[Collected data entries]
------------------------------------------------

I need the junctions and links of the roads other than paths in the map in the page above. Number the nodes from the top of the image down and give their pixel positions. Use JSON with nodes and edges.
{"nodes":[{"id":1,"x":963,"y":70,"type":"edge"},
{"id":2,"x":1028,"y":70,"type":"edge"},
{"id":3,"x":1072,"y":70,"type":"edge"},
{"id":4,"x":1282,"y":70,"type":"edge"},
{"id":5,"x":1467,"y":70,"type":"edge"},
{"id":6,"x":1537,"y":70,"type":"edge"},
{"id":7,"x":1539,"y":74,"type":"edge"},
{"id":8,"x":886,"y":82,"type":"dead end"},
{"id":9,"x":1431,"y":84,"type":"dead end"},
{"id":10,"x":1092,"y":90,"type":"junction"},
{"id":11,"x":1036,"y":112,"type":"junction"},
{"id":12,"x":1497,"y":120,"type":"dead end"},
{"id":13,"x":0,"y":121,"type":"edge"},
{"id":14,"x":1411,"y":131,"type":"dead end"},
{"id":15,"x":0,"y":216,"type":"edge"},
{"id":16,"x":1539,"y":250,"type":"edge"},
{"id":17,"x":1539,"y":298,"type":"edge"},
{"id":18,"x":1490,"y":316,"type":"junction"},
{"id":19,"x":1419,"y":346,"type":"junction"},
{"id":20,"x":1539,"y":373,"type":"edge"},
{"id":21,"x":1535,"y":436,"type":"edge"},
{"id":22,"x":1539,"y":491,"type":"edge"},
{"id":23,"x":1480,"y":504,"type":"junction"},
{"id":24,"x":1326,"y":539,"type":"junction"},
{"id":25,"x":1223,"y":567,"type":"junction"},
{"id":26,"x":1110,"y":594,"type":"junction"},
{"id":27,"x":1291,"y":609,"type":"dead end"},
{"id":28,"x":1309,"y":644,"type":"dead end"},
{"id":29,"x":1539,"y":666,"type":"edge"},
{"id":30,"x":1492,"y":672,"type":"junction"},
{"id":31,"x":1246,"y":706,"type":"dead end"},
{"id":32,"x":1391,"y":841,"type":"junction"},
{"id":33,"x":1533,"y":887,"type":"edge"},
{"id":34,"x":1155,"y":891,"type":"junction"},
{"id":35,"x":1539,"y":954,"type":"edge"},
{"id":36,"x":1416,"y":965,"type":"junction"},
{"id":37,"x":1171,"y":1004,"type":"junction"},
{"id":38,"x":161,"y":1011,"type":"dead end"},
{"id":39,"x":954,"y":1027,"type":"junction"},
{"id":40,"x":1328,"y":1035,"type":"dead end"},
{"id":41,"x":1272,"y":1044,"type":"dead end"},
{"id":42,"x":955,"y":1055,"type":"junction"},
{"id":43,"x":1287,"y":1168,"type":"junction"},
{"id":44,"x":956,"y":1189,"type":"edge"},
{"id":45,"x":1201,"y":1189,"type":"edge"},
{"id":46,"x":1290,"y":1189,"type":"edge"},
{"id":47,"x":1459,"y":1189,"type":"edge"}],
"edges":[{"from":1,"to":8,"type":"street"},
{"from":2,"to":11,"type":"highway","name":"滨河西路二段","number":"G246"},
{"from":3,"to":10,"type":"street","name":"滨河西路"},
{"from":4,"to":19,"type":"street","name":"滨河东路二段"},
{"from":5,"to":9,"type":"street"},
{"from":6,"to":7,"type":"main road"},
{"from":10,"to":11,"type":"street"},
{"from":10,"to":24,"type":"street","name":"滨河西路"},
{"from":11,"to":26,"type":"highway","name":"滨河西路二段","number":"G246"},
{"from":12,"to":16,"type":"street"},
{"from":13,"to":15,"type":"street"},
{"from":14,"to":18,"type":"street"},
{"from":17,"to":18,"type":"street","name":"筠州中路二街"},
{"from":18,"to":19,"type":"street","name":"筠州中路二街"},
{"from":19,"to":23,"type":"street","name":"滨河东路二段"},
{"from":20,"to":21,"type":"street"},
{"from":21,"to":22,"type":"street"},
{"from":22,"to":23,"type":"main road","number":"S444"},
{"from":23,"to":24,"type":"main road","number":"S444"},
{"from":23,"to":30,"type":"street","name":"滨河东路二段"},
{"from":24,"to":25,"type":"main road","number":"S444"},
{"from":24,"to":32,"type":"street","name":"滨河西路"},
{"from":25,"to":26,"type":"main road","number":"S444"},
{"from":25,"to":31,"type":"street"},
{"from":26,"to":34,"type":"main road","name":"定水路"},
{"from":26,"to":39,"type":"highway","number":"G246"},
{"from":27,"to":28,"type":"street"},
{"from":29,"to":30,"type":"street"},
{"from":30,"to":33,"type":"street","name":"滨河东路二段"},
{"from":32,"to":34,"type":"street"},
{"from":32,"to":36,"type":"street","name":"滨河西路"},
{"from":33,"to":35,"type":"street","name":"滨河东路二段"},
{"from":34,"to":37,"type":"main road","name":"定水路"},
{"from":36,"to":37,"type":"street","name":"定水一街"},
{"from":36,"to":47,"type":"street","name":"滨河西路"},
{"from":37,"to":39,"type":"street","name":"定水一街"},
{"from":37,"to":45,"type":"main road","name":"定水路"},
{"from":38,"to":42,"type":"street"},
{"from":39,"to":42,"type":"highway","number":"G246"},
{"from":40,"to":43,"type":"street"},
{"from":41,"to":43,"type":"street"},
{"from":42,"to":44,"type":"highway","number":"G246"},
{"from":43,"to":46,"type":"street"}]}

------------------------------------------------

# Instructions for the task:
All lines of the data above that include the word "highway" must be shown.

# Solution to this problem:
{"from":2,"to":11,"type":"highway","name":"滨河西路二段","number":"G246"},
{"from":11,"to":26,"type":"highway","name":"滨河西路二段","number":"G246"},
{"from":26,"to":39,"type":"highway","number":"G246"},
{"from":39,"to":42,"type":"highway","number":"G246"},
{"from":42,"to":44,"type":"highway","number":"G246"},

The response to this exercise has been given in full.